Statue of Genghis Khan in Mongolia
Jacob Bronowski, in his book The Ascent of Man, says that “the largest single step in the ascent of man is the change from nomad to village agriculture.”

But the rise of the settled communities, which were creating surplus produce through agriculture, led to conflicts between the settlers and the nomads. Bronowski traces the origins of war to this conflict. The nomads wanted to survive by stealing the surplus agricultural production and the settlers wanted to preserve the product of their labor, and they had no choice but to fight.

The invention of agriculture twelve thousand years ago did not establish the superiority of the settled way of life, but the discovery of the method of domestication of animals—sheep, goat and then the horse—energized the settled communities.
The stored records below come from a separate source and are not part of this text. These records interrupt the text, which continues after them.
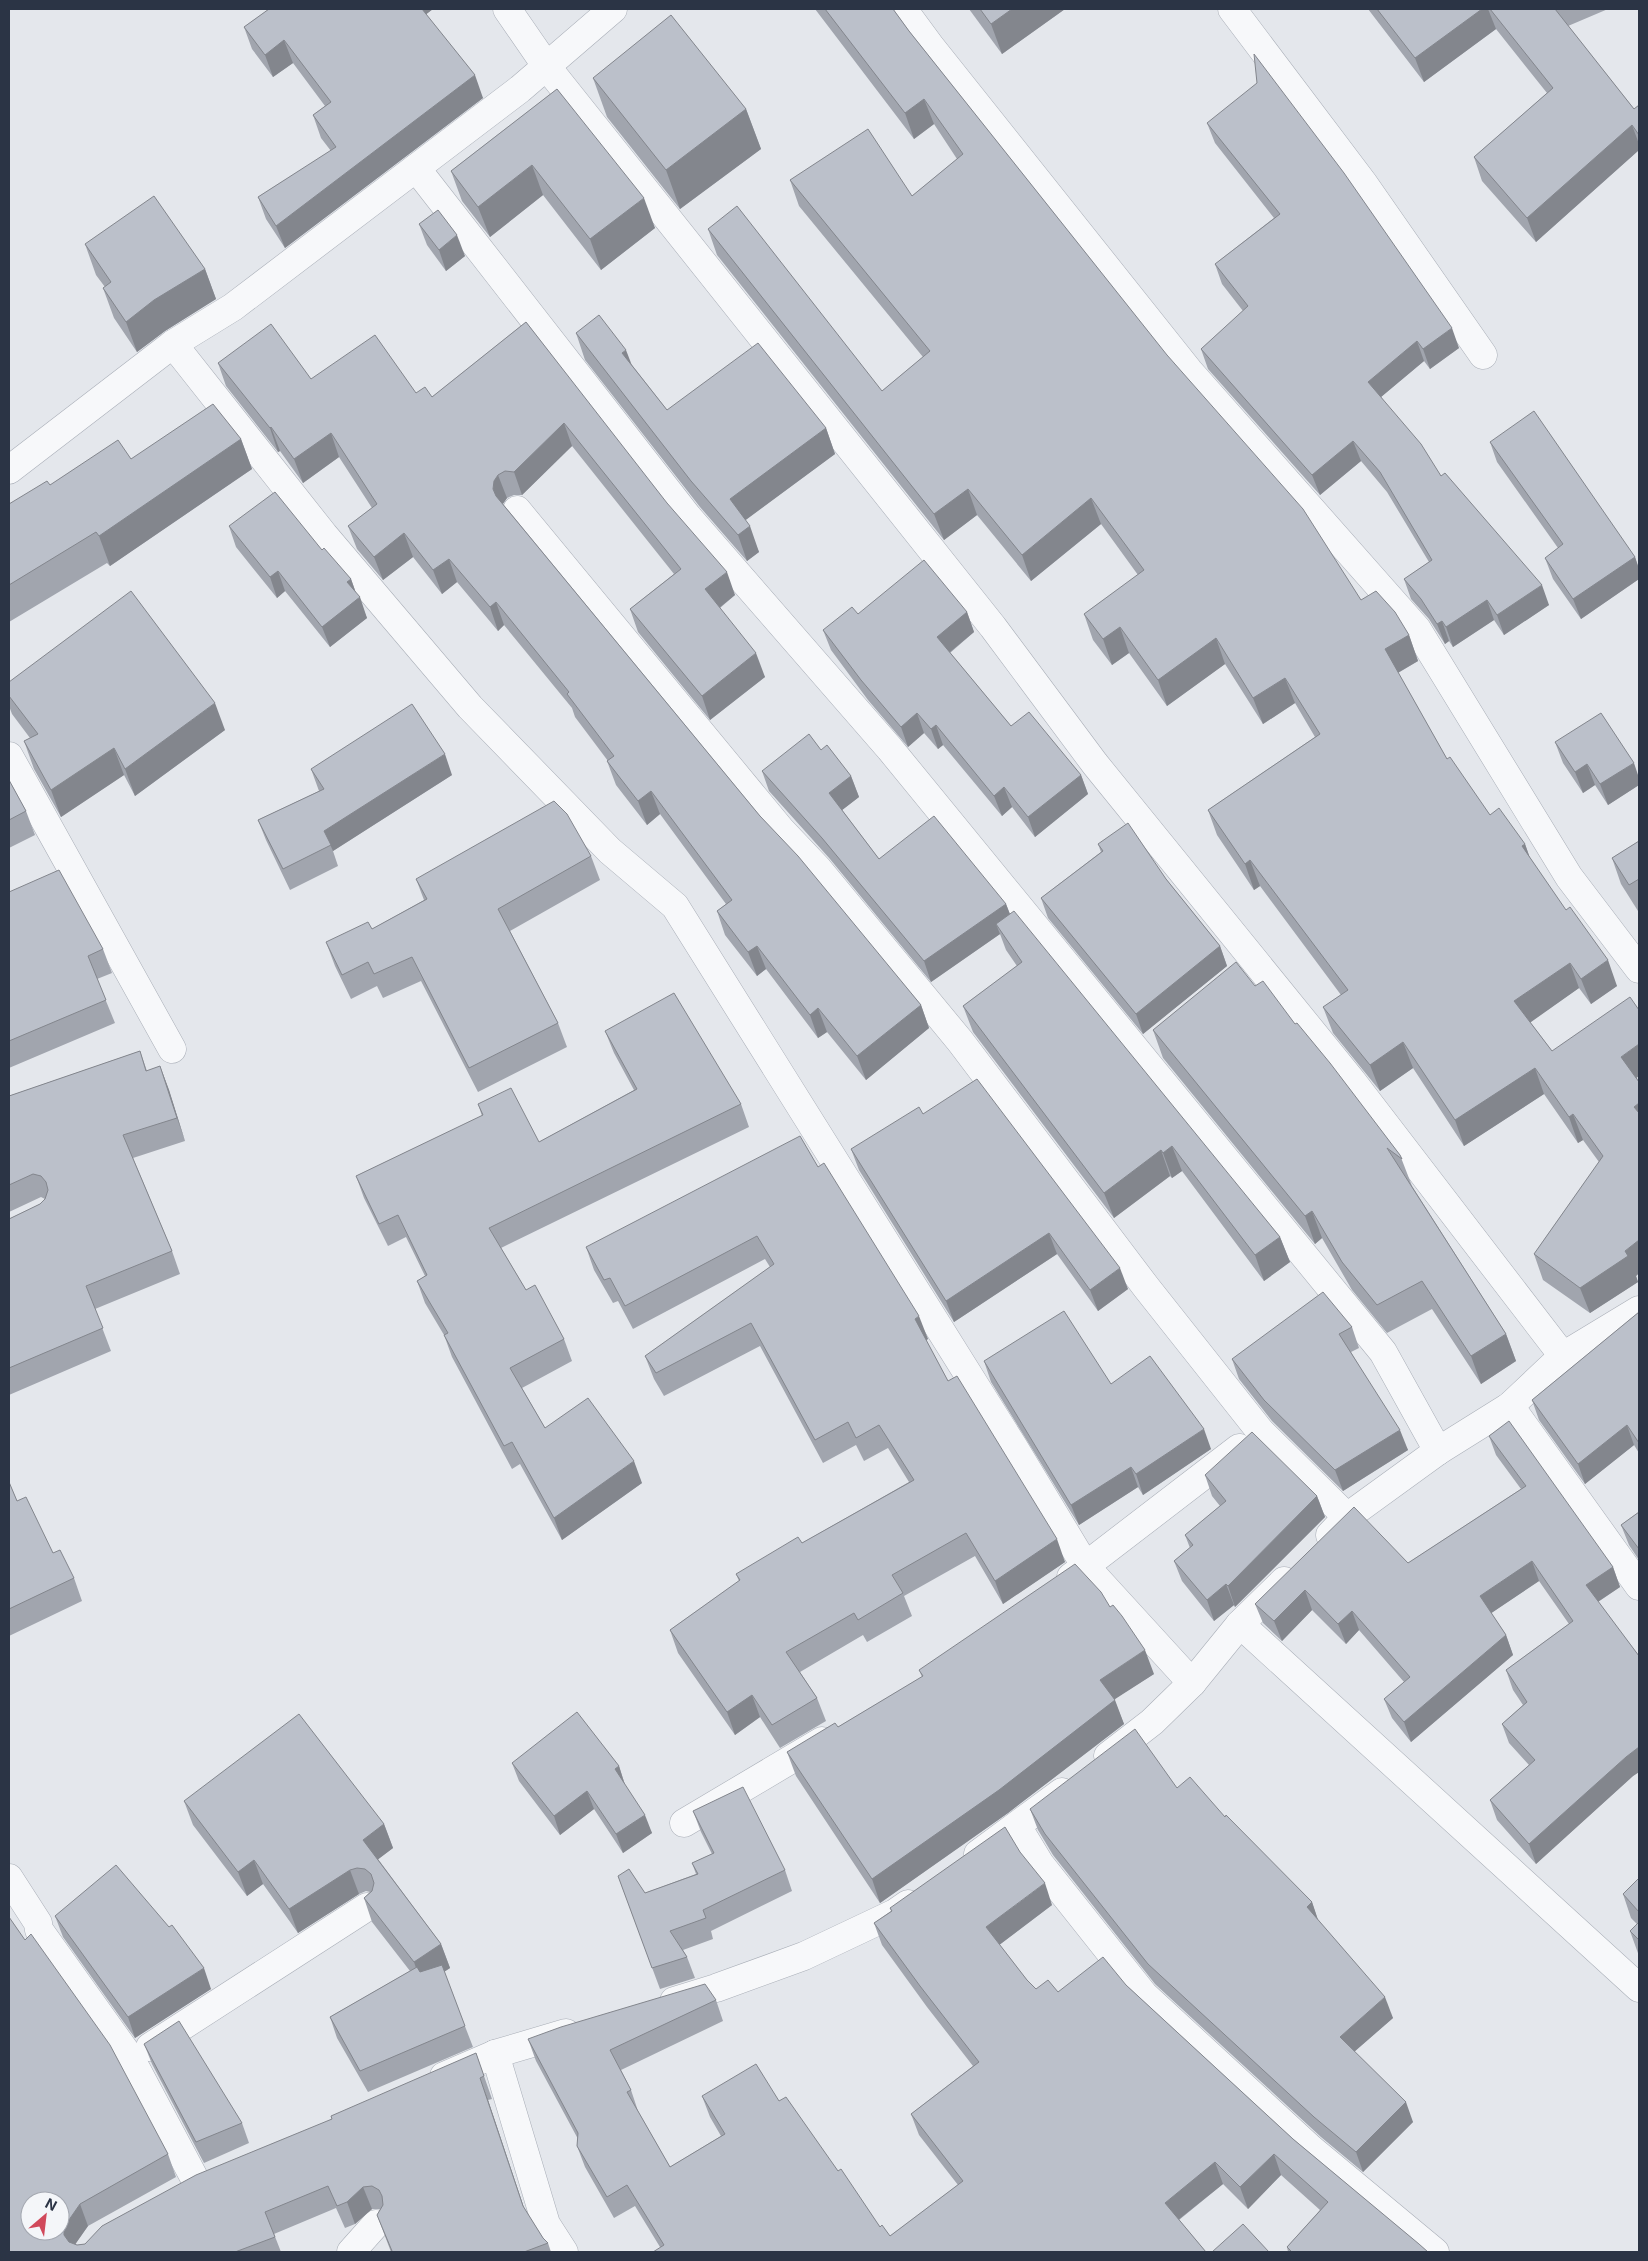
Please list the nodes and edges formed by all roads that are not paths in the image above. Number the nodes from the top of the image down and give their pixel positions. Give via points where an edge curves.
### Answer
1 (507, 9) edge
2 (613, 9) edge
3 (903, 9) edge
4 (1232, 9) edge
5 (547, 67) junction
6 (416, 168) junction
7 (173, 344) junction
8 (1484, 355) dead end
9 (9, 470) edge
10 (517, 510) dead end
11 (9, 756) edge
12 (1256, 962) junction
13 (1639, 970) edge
14 (1233, 981) edge
15 (1163, 1037) edge
16 (172, 1049) dead end
17 (1140, 1056) junction
18 (1639, 1310) edge
19 (1562, 1356) junction
20 (1510, 1406) junction
21 (1260, 1432) junction
22 (1438, 1451) junction
23 (1347, 1518) junction
24 (1086, 1566) junction
25 (1639, 1586) edge
26 (1053, 1589) edge
27 (1240, 1624) junction
28 (1192, 1683) junction
29 (841, 1730) edge
30 (684, 1823) dead end
31 (1017, 1826) junction
32 (960, 1867) edge
33 (9, 1878) edge
34 (928, 1890) edge
35 (368, 1907) edge
36 (1639, 1988) edge
37 (652, 2007) edge
38 (587, 2026) edge
39 (495, 2054) junction
40 (131, 2059) junction
41 (423, 2085) edge
42 (224, 2171) edge
43 (197, 2183) junction
44 (172, 2196) edge
45 (376, 2224) edge
46 (351, 2252) edge
47 (564, 2252) edge
48 (1435, 2252) edge

1 - 5 street
2 - 5 street
3 - 13 street via 1190,371 1417,630 1569,877
4 - 8 street via 1364,184
5 - 6 street
5 - 12 street via 993,627 1095,764
6 - 7 street via 233,308
6 - 17 street via 688,517 890,749
7 - 9 street
7 - 24 street via 324,536 470,707 610,851 675,906
10 - 21 street via 960,1041
11 - 16 street
12 - 14 street
12 - 19 street via 1352,1081
15 - 17 street
17 - 22 street via 1383,1352
18 - 19 street
19 - 20 street
20 - 22 street
20 - 25 street
21 - 23 street
21 - 24 street
22 - 23 street
23 - 27 street
24 - 26 street
24 - 28 street
27 - 28 street
27 - 36 street
28 - 31 street via 1152,1722
29 - 30 street
31 - 32 street
31 - 48 street via 1040,1864 1144,1995 1312,2149
33 - 40 street via 38,1923 39,1930
34 - 37 street via 896,1913 804,1956
35 - 40 street
38 - 39 street
39 - 41 street
39 - 47 street via 546,2224
40 - 43 street
42 - 43 street
43 - 44 street
45 - 46 street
Ironically, the domesticated horse also gave a significant advantage to the nomadic tribes, enabling them to travel to vast distances. Genghis Khan, the founder of the Mongol dynasty, made use of the horse to propel his army into China, Middle East, and Central Europe. Bronowski sees the wars of Genghis Khan as the final attempt to prove the superiority of the nomadic way of life, but the attempt failed.

Here’s an excerpt Bronowski’s book:
Genghis Khan was a nomad and the inventor of a powerful war machine — and that conjunction says something important about the origins of war in human history. Of course, it is tempting to close one’s eyes to history, and instead to speculate about the roots of war in some possible animal instinct: as if, like the tiger, we still had to kill to live, or, like the robin redbreast, to defend a nesting territory. But war, organized war, is not human instinct. It is highly planned and co-operative form of theft. And that form of theft began ten thousand years ago when the harvesters of wheat accumulated a surplus, and the nomads rose out of the desert to rob them of what they themselves could not provide. The evidence for that we saw in the walled city of Jericho and its prehistoric tower. That is the beginning of war.  
Genghis Khan and his Mongol dynasty brought that thieving way of life into our own millennium. From AD 1200 to 1300 they made almost the last attempt to establish the supremacy of the robber who produces nothing and who, in his feckless way, comes to take from the peasant (who has nowhere to flee) the surplus that agriculture accumulates. 
Yet that attempt failed. And it failed because in the end there was nothing for the Mongols to do except themselves to adopt the way of life of the people that they had conquered. When they conquered the Muslims, they became Muslims. They became settlers because theft, war, is not a permanent state that can far sustained. Of course, Genghis Khan still had his bones carried about as a memorial by his armies in the field. But his grandson Kublai Khan was already a builder and settled monarch in China… 
Civilization is always created by settled people, while the nomads, the people who are lacking in productive, social, and cultural roots have always been the war-makers.